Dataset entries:
────────────────
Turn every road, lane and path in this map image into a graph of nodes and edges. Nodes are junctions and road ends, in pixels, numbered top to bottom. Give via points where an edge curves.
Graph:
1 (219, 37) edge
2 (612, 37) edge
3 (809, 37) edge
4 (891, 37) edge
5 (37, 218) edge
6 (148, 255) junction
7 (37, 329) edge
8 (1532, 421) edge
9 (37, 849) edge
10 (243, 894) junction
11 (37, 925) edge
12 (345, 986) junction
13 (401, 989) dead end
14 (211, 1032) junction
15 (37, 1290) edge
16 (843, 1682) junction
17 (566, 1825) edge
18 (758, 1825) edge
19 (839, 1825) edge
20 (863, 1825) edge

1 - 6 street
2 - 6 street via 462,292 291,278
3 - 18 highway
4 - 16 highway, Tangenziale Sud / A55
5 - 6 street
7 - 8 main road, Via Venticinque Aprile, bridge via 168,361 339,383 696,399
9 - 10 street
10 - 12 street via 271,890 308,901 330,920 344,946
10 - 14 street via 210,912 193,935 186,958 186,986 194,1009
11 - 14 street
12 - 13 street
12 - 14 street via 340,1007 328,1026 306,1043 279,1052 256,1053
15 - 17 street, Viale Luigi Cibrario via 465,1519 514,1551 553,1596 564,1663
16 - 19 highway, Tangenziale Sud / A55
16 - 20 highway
────────────────
» TO DO
Your answer should be every entry above, repeated exactly.

» PROBLEM SOLUTION
Turn every road, lane and path in this map image into a graph of nodes and edges. Nodes are junctions and road ends, in pixels, numbered top to bottom. Give via points where an edge curves.
Graph:
1 (219, 37) edge
2 (612, 37) edge
3 (809, 37) edge
4 (891, 37) edge
5 (37, 218) edge
6 (148, 255) junction
7 (37, 329) edge
8 (1532, 421) edge
9 (37, 849) edge
10 (243, 894) junction
11 (37, 925) edge
12 (345, 986) junction
13 (401, 989) dead end
14 (211, 1032) junction
15 (37, 1290) edge
16 (843, 1682) junction
17 (566, 1825) edge
18 (758, 1825) edge
19 (839, 1825) edge
20 (863, 1825) edge

1 - 6 street
2 - 6 street via 462,292 291,278
3 - 18 highway
4 - 16 highway, Tangenziale Sud / A55
5 - 6 street
7 - 8 main road, Via Venticinque Aprile, bridge via 168,361 339,383 696,399
9 - 10 street
10 - 12 street via 271,890 308,901 330,920 344,946
10 - 14 street via 210,912 193,935 186,958 186,986 194,1009
11 - 14 street
12 - 13 street
12 - 14 street via 340,1007 328,1026 306,1043 279,1052 256,1053
15 - 17 street, Viale Luigi Cibrario via 465,1519 514,1551 553,1596 564,1663
16 - 19 highway, Tangenziale Sud / A55
16 - 20 highway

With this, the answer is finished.